[Collected data entries]
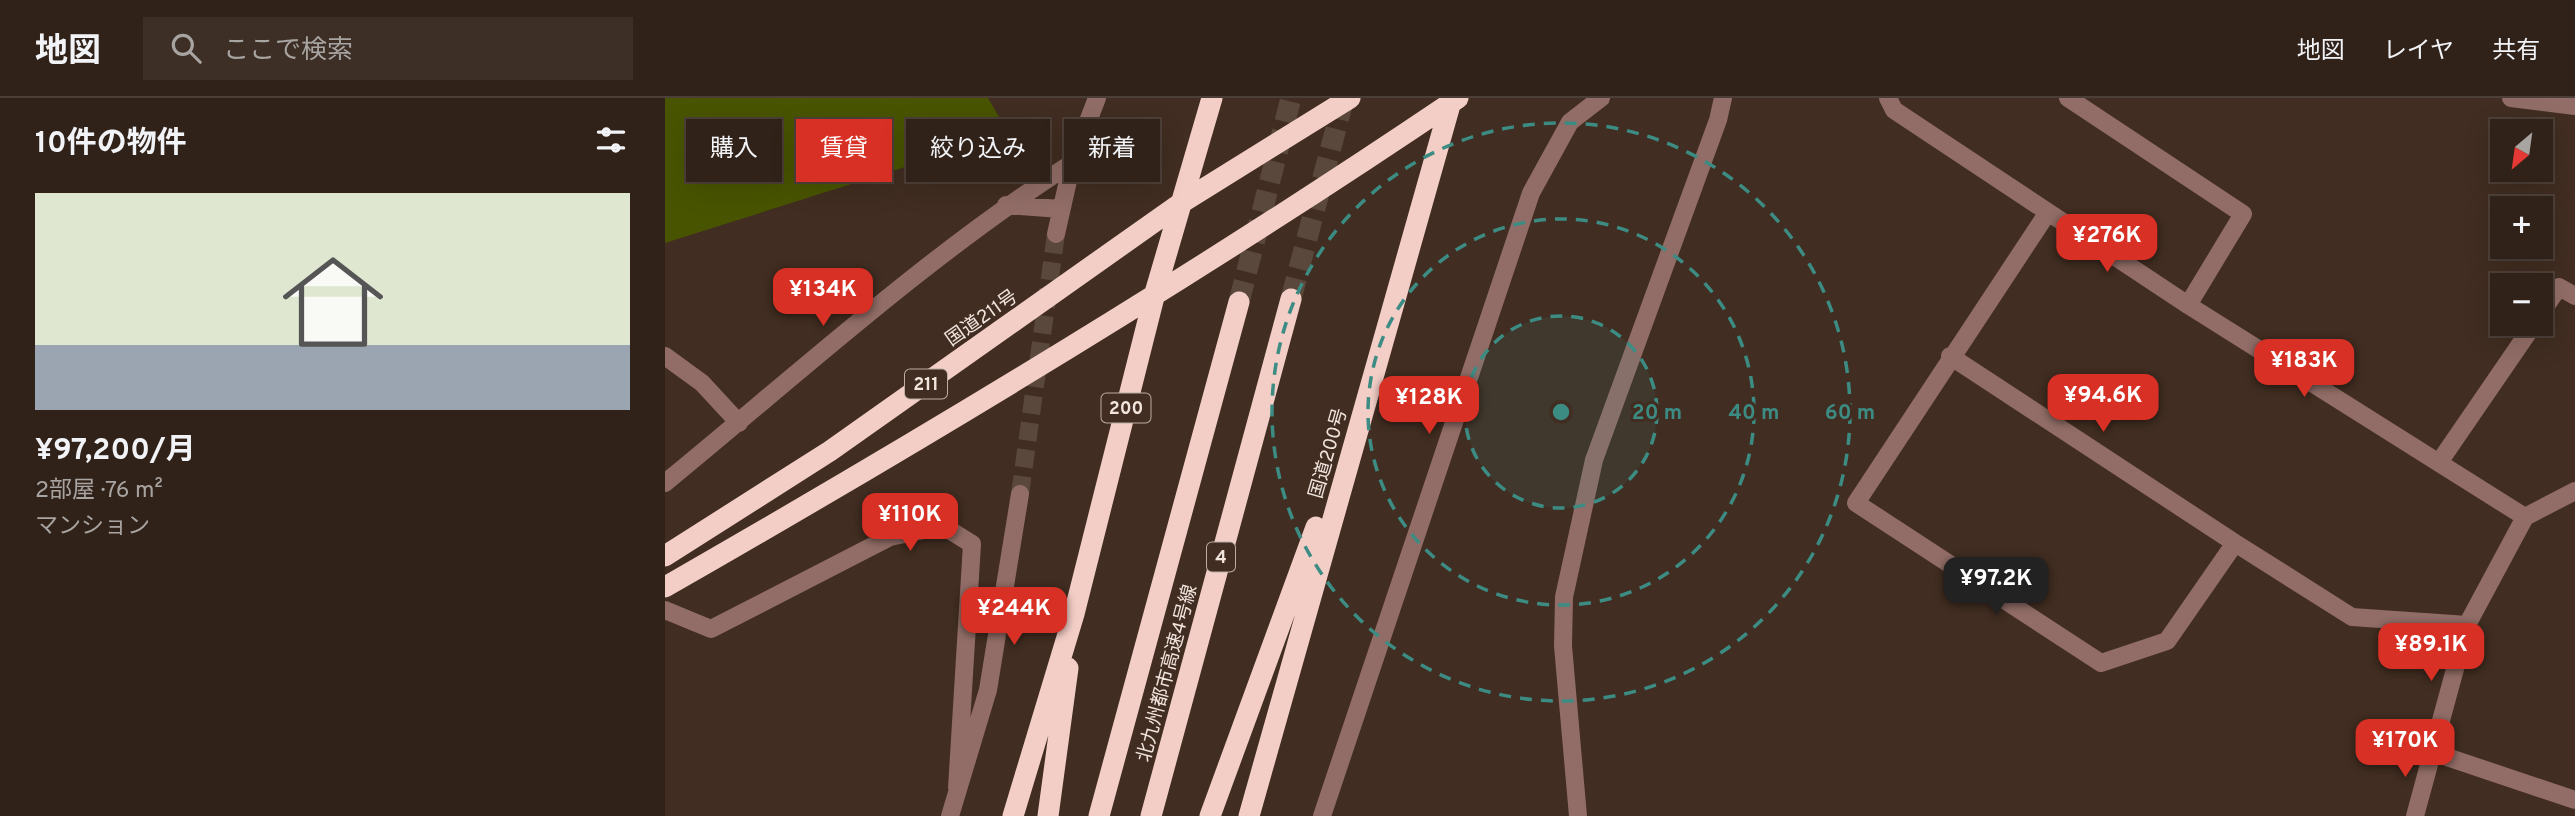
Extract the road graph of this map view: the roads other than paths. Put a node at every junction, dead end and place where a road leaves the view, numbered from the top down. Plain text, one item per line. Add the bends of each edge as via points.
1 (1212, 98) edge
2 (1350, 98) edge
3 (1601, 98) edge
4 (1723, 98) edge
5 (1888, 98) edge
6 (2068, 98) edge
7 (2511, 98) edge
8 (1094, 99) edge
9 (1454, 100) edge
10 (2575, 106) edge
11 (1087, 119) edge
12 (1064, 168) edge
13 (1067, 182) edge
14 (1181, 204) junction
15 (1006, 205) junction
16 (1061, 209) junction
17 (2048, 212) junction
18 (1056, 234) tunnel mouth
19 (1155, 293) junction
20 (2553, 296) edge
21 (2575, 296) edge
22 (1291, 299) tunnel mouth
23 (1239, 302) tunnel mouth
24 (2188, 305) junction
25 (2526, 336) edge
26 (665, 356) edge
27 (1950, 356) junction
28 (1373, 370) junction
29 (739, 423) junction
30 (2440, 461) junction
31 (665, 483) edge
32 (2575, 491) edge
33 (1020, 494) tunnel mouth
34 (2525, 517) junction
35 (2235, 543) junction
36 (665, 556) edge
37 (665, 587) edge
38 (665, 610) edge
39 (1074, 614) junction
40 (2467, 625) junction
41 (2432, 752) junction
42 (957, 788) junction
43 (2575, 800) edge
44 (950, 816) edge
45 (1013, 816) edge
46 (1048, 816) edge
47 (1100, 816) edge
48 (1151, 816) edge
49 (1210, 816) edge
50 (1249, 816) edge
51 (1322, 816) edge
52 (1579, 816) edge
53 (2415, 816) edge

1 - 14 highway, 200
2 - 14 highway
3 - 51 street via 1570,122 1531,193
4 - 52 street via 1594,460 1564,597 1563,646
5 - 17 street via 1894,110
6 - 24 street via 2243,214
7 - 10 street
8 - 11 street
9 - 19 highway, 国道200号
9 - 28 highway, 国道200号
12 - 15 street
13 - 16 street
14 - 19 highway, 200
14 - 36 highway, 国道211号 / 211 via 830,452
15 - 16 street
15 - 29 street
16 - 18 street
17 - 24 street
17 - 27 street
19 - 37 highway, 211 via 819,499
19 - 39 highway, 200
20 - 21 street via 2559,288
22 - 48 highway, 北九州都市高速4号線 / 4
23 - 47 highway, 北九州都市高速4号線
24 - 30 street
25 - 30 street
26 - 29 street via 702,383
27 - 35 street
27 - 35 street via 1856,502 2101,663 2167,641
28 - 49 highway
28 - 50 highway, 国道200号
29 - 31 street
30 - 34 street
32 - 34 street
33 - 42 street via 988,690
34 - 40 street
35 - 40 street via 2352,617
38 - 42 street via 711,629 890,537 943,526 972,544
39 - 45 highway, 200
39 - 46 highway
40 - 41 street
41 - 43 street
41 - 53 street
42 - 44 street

What is needed — Reproduce every entry exactly; images stay out.

Task response —
Extract the road graph of this map view: the roads other than paths. Put a node at every junction, dead end and place where a road leaves the view, numbered from the top down. Plain text, one item per line. Add the bends of each edge as via points.
1 (1212, 98) edge
2 (1350, 98) edge
3 (1601, 98) edge
4 (1723, 98) edge
5 (1888, 98) edge
6 (2068, 98) edge
7 (2511, 98) edge
8 (1094, 99) edge
9 (1454, 100) edge
10 (2575, 106) edge
11 (1087, 119) edge
12 (1064, 168) edge
13 (1067, 182) edge
14 (1181, 204) junction
15 (1006, 205) junction
16 (1061, 209) junction
17 (2048, 212) junction
18 (1056, 234) tunnel mouth
19 (1155, 293) junction
20 (2553, 296) edge
21 (2575, 296) edge
22 (1291, 299) tunnel mouth
23 (1239, 302) tunnel mouth
24 (2188, 305) junction
25 (2526, 336) edge
26 (665, 356) edge
27 (1950, 356) junction
28 (1373, 370) junction
29 (739, 423) junction
30 (2440, 461) junction
31 (665, 483) edge
32 (2575, 491) edge
33 (1020, 494) tunnel mouth
34 (2525, 517) junction
35 (2235, 543) junction
36 (665, 556) edge
37 (665, 587) edge
38 (665, 610) edge
39 (1074, 614) junction
40 (2467, 625) junction
41 (2432, 752) junction
42 (957, 788) junction
43 (2575, 800) edge
44 (950, 816) edge
45 (1013, 816) edge
46 (1048, 816) edge
47 (1100, 816) edge
48 (1151, 816) edge
49 (1210, 816) edge
50 (1249, 816) edge
51 (1322, 816) edge
52 (1579, 816) edge
53 (2415, 816) edge

1 - 14 highway, 200
2 - 14 highway
3 - 51 street via 1570,122 1531,193
4 - 52 street via 1594,460 1564,597 1563,646
5 - 17 street via 1894,110
6 - 24 street via 2243,214
7 - 10 street
8 - 11 street
9 - 19 highway, 国道200号
9 - 28 highway, 国道200号
12 - 15 street
13 - 16 street
14 - 19 highway, 200
14 - 36 highway, 国道211号 / 211 via 830,452
15 - 16 street
15 - 29 street
16 - 18 street
17 - 24 street
17 - 27 street
19 - 37 highway, 211 via 819,499
19 - 39 highway, 200
20 - 21 street via 2559,288
22 - 48 highway, 北九州都市高速4号線 / 4
23 - 47 highway, 北九州都市高速4号線
24 - 30 street
25 - 30 street
26 - 29 street via 702,383
27 - 35 street
27 - 35 street via 1856,502 2101,663 2167,641
28 - 49 highway
28 - 50 highway, 国道200号
29 - 31 street
30 - 34 street
32 - 34 street
33 - 42 street via 988,690
34 - 40 street
35 - 40 street via 2352,617
38 - 42 street via 711,629 890,537 943,526 972,544
39 - 45 highway, 200
39 - 46 highway
40 - 41 street
41 - 43 street
41 - 53 street
42 - 44 street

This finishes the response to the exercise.